**EXERCISE**. Please copy each line of the listing that includes the string "connectivity".
--- EXERCISE INPUT ---
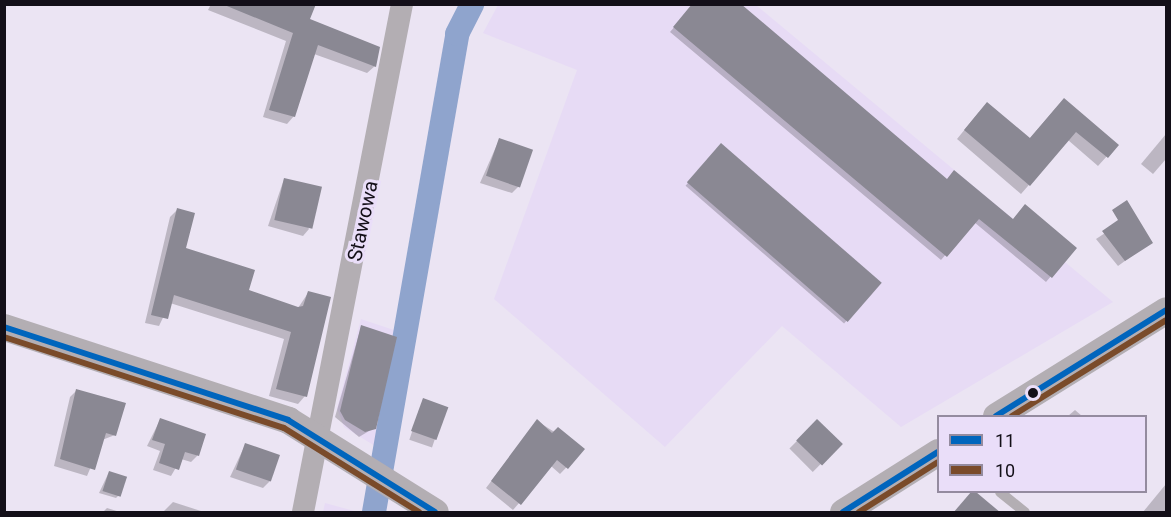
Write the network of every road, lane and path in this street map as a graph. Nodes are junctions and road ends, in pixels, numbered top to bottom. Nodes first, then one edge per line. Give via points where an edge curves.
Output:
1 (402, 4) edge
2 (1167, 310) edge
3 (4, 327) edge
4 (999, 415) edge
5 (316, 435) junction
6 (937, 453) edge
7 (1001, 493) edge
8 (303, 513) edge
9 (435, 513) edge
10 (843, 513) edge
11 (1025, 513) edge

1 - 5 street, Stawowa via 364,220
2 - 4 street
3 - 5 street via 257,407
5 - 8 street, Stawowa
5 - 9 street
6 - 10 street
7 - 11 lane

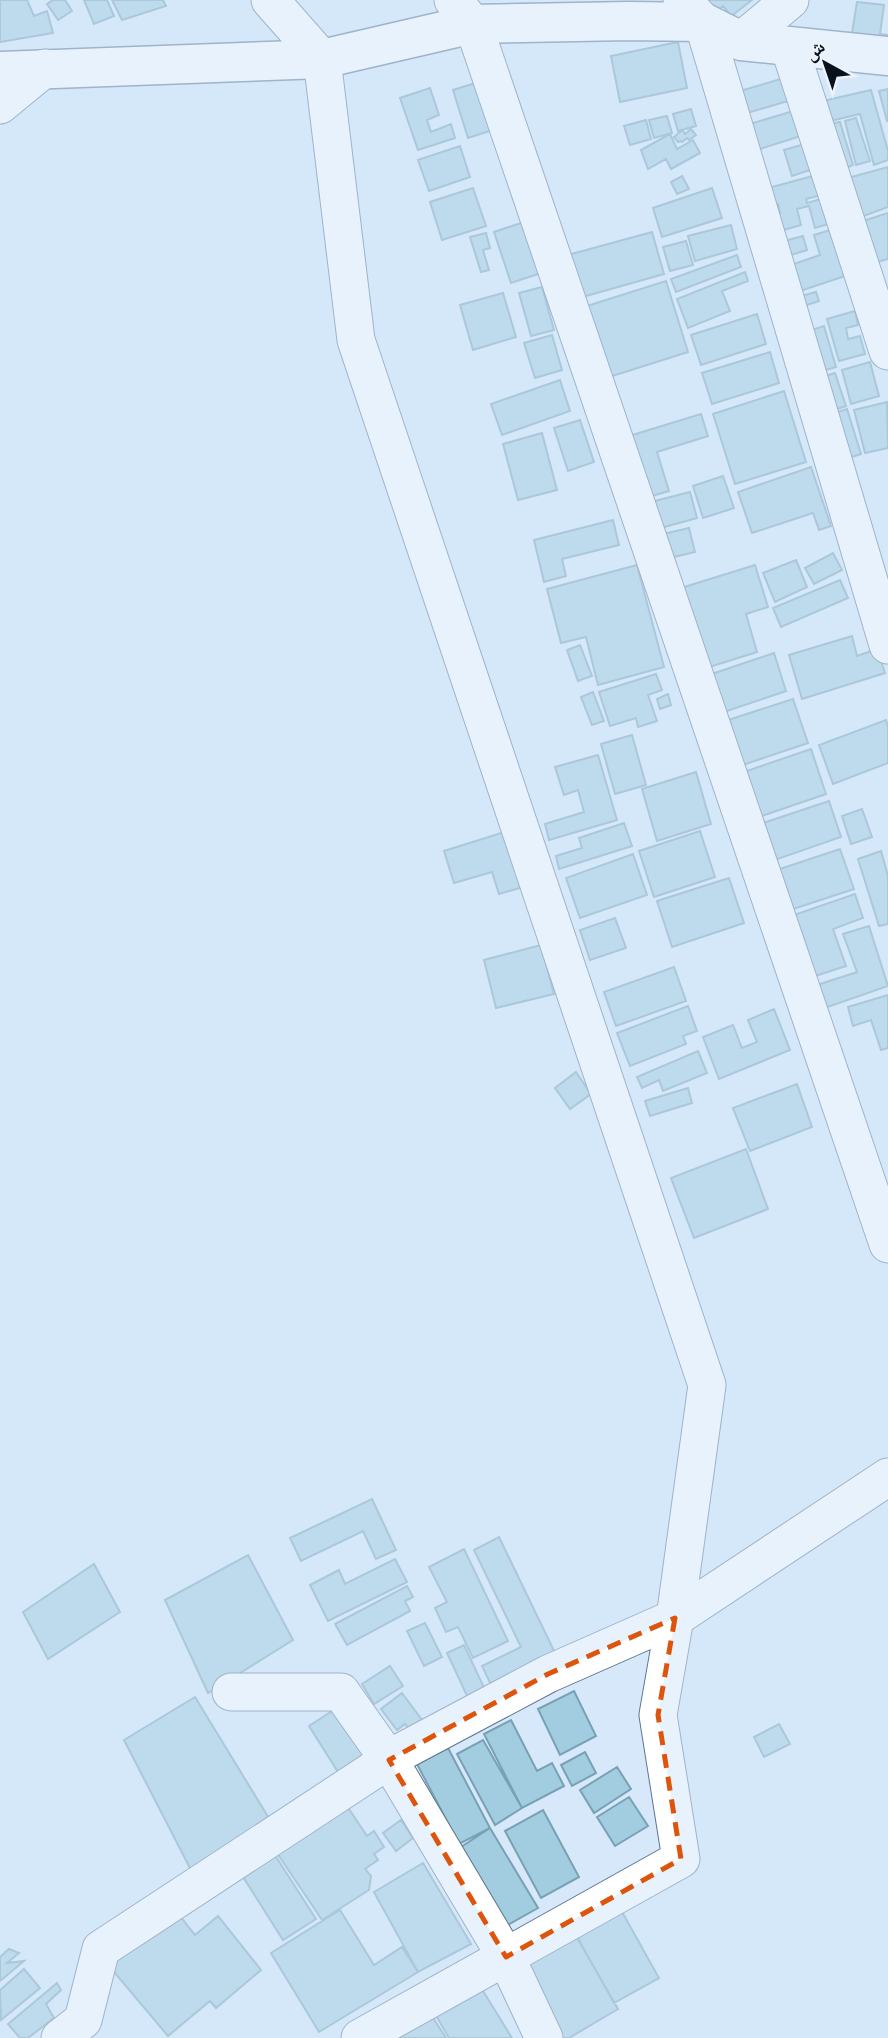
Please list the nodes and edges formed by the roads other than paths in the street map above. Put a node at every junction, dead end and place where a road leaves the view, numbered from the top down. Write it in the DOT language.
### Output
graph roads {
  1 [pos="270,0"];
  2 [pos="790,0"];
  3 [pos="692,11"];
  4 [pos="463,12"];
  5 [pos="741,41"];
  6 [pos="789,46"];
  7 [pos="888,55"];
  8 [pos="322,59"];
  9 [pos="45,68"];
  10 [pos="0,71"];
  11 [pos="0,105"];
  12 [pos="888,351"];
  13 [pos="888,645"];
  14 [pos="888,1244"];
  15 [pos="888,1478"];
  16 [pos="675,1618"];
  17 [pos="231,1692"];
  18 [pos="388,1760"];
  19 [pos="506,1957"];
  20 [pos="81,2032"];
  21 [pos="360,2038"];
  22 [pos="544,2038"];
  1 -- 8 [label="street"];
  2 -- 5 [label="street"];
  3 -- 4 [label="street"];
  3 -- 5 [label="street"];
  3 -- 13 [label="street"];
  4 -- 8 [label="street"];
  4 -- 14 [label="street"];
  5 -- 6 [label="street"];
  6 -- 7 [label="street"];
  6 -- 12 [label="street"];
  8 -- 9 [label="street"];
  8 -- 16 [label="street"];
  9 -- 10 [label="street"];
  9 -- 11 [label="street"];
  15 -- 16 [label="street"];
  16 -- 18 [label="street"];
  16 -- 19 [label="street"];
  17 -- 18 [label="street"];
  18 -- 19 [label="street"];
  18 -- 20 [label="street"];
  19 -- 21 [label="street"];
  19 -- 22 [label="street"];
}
---
--- EXERCISE INPUT ---
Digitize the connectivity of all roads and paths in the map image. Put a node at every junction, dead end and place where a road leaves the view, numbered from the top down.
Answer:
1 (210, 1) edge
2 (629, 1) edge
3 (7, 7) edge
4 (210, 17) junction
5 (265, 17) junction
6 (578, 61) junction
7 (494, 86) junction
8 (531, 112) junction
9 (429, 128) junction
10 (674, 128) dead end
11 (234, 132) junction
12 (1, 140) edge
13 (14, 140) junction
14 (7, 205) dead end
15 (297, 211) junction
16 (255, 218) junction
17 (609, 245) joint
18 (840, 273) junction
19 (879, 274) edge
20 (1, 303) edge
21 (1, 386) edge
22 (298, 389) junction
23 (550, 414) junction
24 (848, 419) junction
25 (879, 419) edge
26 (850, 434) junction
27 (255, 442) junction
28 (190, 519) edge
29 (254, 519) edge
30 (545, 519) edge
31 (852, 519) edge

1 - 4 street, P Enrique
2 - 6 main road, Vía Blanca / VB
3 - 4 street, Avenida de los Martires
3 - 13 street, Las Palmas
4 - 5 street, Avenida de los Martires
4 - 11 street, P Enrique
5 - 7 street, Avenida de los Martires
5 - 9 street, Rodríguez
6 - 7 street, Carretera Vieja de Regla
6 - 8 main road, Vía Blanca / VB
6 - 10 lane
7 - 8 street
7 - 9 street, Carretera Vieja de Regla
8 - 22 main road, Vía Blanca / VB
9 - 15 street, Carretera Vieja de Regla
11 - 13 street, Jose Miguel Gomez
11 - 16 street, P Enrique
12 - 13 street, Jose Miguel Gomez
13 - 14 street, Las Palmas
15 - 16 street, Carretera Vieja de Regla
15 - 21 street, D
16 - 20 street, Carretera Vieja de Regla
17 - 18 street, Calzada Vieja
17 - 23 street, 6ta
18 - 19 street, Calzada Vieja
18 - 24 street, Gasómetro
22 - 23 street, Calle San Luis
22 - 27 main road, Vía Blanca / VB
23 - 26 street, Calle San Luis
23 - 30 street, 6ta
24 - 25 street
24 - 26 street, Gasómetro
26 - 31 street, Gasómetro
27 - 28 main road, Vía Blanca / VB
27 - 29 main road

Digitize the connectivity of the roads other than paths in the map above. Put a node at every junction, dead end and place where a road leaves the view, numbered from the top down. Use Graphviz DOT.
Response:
---
--- EXERCISE INPUT ---
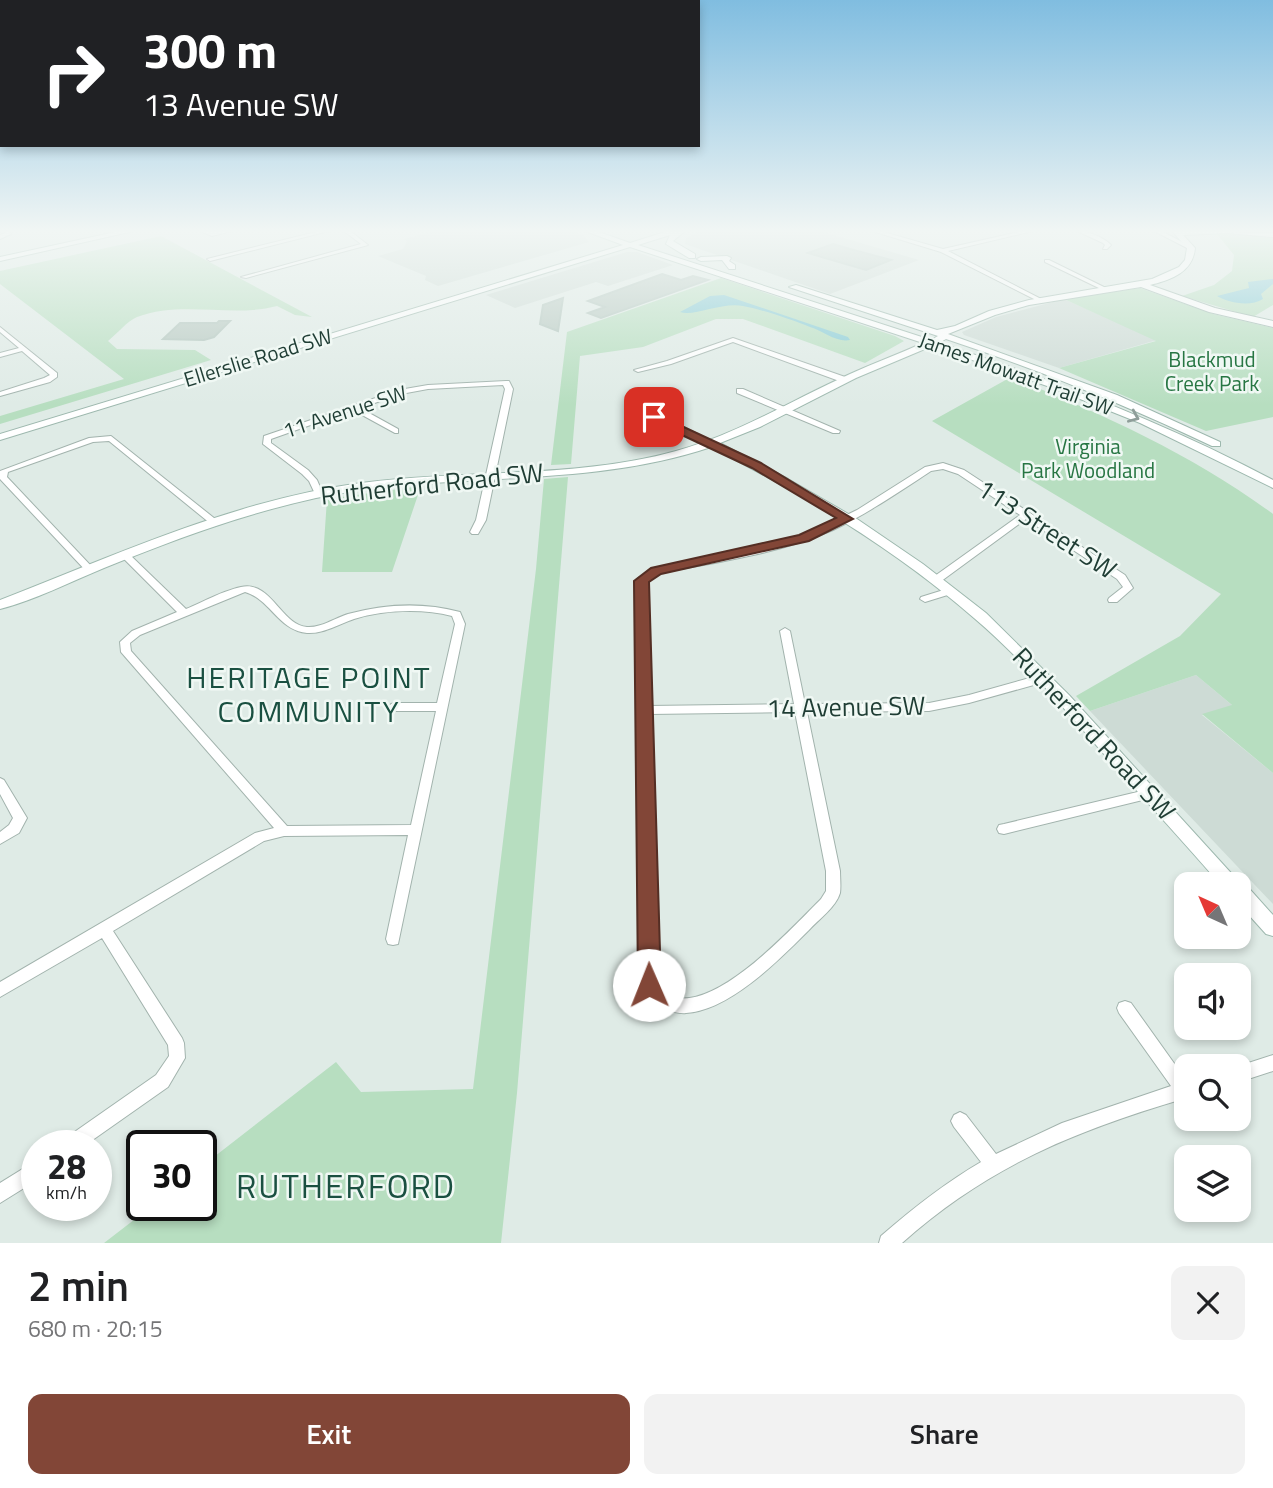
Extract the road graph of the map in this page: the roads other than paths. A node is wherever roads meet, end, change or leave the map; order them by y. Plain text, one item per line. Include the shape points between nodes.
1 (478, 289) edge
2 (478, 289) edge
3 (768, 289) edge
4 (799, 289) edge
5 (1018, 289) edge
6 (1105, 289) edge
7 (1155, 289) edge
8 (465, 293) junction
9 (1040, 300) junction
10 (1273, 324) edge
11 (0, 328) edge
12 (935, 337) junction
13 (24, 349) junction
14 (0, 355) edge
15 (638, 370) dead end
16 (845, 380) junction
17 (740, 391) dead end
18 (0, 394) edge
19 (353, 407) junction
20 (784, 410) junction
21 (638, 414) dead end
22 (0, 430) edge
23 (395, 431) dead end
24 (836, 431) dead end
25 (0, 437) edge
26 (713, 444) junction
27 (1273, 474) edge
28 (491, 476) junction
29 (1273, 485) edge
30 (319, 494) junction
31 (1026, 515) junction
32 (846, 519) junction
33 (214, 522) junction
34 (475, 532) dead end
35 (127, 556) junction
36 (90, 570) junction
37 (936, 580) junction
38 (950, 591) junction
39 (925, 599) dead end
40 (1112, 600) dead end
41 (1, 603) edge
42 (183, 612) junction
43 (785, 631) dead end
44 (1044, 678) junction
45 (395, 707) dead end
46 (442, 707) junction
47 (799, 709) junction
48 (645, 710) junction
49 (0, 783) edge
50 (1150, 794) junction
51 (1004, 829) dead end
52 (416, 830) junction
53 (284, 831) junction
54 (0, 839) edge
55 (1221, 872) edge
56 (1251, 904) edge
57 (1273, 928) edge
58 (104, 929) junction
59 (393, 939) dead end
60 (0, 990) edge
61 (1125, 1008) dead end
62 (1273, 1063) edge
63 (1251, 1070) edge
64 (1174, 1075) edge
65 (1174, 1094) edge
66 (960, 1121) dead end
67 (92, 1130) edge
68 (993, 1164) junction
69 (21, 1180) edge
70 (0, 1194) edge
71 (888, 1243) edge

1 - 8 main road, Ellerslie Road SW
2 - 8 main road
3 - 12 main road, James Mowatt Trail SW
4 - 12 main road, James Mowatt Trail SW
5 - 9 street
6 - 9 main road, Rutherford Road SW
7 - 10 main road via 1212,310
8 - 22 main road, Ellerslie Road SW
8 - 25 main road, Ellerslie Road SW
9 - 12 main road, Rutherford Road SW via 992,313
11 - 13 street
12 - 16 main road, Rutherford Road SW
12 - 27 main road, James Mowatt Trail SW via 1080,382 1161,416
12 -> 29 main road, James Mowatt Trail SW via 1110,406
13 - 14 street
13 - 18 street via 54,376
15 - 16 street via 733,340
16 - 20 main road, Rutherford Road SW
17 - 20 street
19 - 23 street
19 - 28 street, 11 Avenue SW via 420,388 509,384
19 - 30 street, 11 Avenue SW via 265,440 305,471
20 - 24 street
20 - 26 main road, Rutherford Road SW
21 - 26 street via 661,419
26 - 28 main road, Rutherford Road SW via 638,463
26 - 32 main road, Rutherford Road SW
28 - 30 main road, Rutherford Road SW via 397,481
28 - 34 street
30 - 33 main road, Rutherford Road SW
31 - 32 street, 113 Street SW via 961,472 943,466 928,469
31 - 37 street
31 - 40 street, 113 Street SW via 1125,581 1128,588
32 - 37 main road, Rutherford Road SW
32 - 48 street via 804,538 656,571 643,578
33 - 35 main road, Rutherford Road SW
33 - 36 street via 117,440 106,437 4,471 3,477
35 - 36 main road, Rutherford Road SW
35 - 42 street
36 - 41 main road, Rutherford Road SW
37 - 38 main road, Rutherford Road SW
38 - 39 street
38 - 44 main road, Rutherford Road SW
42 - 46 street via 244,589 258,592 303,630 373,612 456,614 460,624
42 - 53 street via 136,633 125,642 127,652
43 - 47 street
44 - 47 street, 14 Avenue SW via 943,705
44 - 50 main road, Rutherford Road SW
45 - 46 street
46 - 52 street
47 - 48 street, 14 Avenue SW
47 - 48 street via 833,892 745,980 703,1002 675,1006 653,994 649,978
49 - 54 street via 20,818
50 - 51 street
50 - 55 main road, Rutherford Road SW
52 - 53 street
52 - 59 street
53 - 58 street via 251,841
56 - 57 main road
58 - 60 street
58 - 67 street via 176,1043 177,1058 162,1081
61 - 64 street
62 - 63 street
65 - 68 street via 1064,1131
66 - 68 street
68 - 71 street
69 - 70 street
---
**RESULT FOR THIS TASK**.
Digitize the connectivity of all roads and paths in the map image. Put a node at every junction, dead end and place where a road leaves the view, numbered from the top down.
Digitize the connectivity of the roads other than paths in the map above. Put a node at every junction, dead end and place where a road leaves the view, numbered from the top down. Use Graphviz DOT.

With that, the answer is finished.